Na prática da tiragem: saia, conferência visual, baby step se precisar, e só então deixamos a máquina sozinha. Não confiamos em “perfil baixado da internet” com primeiro layer a 0,10 mm e mesa a 90 °C. PETG nesta oficina trabalha com primeira camada um pouco mais alta que as seguintes, velocidade baixa (na casa de 20–30 mm/s na volta inicial) e fluxo de primeira camada só um pouco acima do nominal — o bastante para fechar o cordão, não o bastante para virar solda.

Quando um canto ainda levanta depois disso, a causa costuma ser corrente de ar (janela, ventilador de teto) ou placa que não aquece homogênea nas bordas. Medimos com termômetro de infravermelho barato. Se a borda está 8 °C abaixo do centro, não adianta baixar Z. Adianta esperar mais no soak da mesa, ou recusar aquele canto da placa para peça larga.

O que não fazemos para “grudar de qualquer jeito”

Não usamos raft no catálogo: o raft no PETG é um segundo problema na hora de soltar e uma base feia. Não usamos brim largo no vaso nervurado; a geometria já tem área de contato. Brim entra em peça alta e magra, não neste SKU. Não passamos fita kapton em xadrez. Não prometemos que “qualquer impressora de R$ 1.200 sai igual”: o que vendemos é a peça pronta, impressa aqui, com a mesa que conhecemos.

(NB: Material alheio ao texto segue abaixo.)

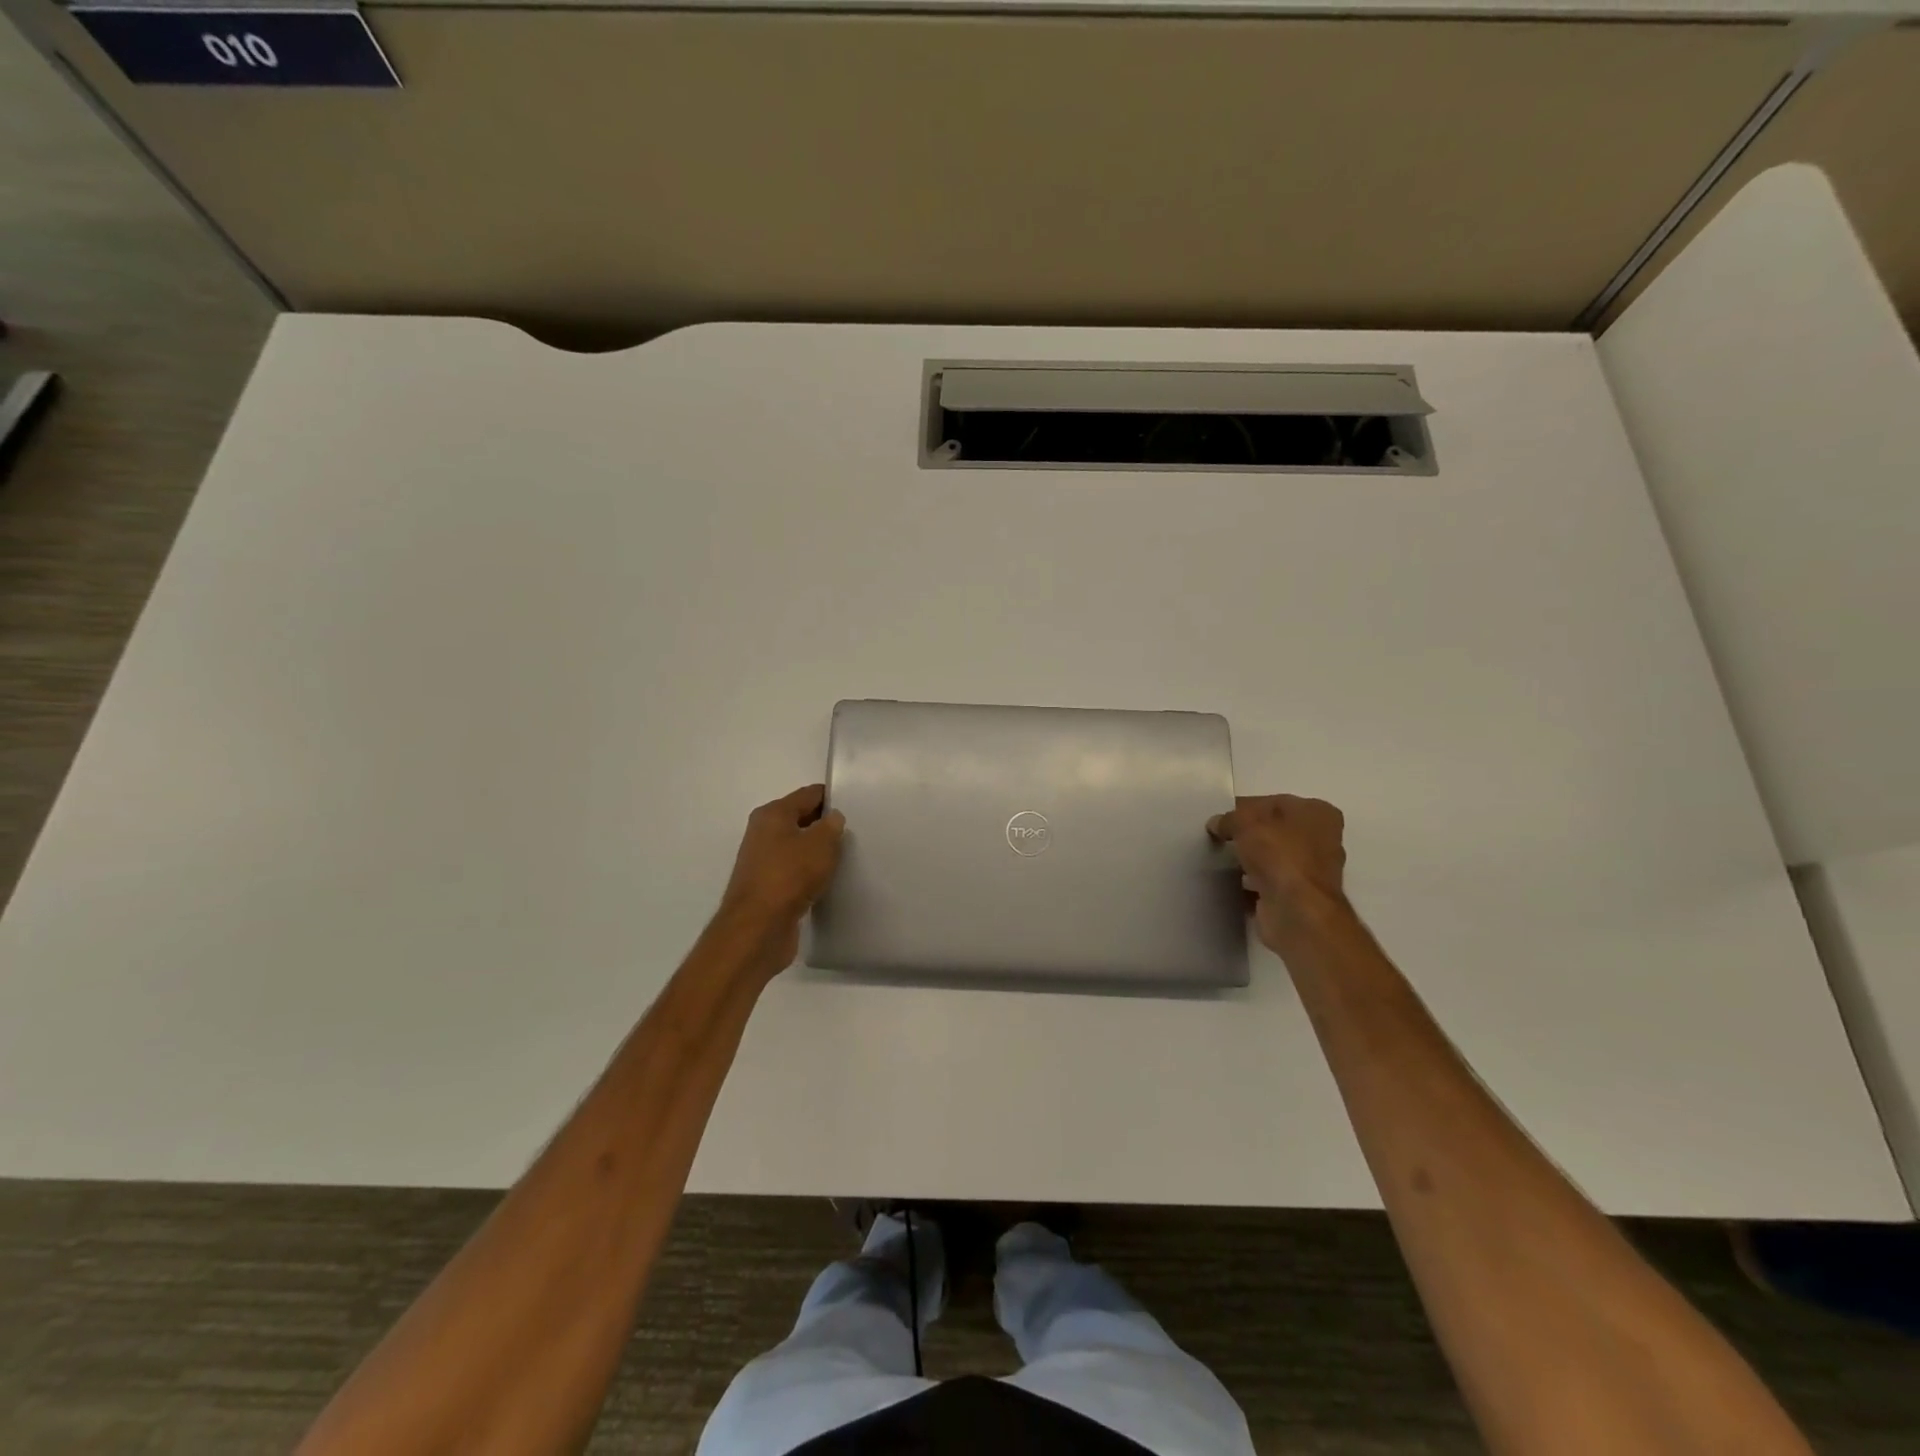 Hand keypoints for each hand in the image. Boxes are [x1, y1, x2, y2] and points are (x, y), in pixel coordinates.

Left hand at [717, 784, 846, 965]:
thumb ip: (832, 826)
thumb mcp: (821, 844)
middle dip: (825, 825)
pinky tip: (827, 881)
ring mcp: (762, 862)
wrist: (758, 928)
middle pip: (800, 819)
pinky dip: (809, 874)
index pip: (808, 794)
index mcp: (772, 814)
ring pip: (797, 847)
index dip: (831, 797)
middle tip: (854, 832)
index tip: (855, 805)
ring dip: (817, 852)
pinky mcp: (767, 888)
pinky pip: (794, 872)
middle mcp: (762, 833)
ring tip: (845, 858)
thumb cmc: (790, 875)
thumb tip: (833, 818)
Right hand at [1208, 794, 1347, 950]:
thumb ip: (1229, 819)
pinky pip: (1269, 882)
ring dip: (1250, 859)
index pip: (1273, 802)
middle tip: (1219, 838)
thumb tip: (1217, 824)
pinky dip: (1252, 882)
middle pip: (1274, 830)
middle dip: (1248, 834)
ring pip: (1272, 857)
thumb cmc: (1279, 855)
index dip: (1244, 808)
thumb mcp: (1245, 823)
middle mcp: (1322, 839)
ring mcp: (1312, 871)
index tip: (1220, 819)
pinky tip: (1230, 883)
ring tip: (1220, 860)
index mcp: (1318, 813)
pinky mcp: (1299, 897)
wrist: (1296, 911) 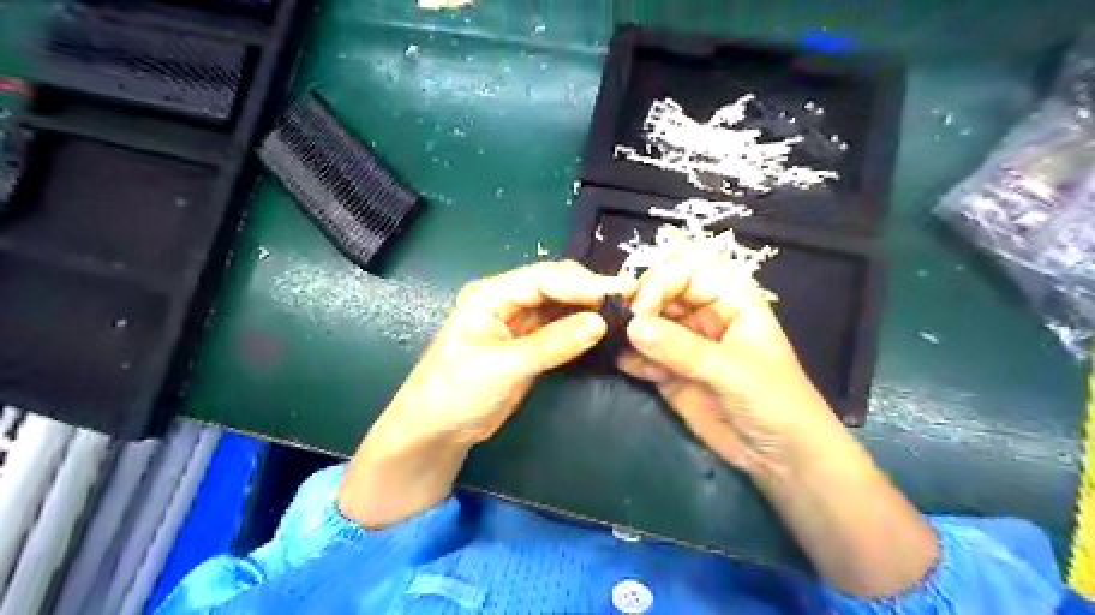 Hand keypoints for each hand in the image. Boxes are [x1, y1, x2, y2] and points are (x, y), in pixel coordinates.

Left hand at [341, 262, 632, 525]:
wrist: (435, 432)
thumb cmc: (457, 393)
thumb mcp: (506, 367)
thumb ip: (553, 344)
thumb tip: (599, 322)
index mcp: (490, 295)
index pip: (543, 278)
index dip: (583, 283)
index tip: (621, 290)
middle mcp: (504, 301)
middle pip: (554, 286)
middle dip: (589, 291)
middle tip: (629, 298)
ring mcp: (516, 323)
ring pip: (558, 306)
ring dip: (586, 308)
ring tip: (623, 311)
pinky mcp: (525, 344)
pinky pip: (557, 329)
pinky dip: (579, 329)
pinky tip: (601, 329)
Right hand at [614, 250, 840, 478]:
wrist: (781, 457)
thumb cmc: (775, 402)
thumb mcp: (733, 371)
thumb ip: (683, 349)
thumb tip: (633, 327)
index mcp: (731, 301)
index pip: (689, 271)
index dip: (662, 281)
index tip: (641, 308)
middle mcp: (705, 316)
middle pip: (663, 292)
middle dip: (641, 304)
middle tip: (621, 324)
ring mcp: (685, 345)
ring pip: (650, 323)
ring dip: (631, 330)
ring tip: (614, 342)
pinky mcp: (671, 373)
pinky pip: (644, 356)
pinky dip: (632, 358)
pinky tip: (625, 366)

Se você imprime em casa e só quer entender por que a peça da loja solta inteira: PEI fosco, mesa limpa, Z um pouco mais alto que o hábito de PLA, e respeito ao clima do dia. Se você quer o vaso sem brigar com offset, ele está no catálogo, em PETG, com a base que descrevemos.

Na próxima vez que o canto do polímero levantar aqui, a primeira pergunta na bancada não é “qual retração o YouTube mandou”. É: a placa estava limpa, o PEI era o texturizado, o Z estava aqueles centésimos acima, e o cômodo estava em que estação. Quatro respostas. Quase sempre uma delas é a falha. O vaso só vai para a foto quando as quatro passam.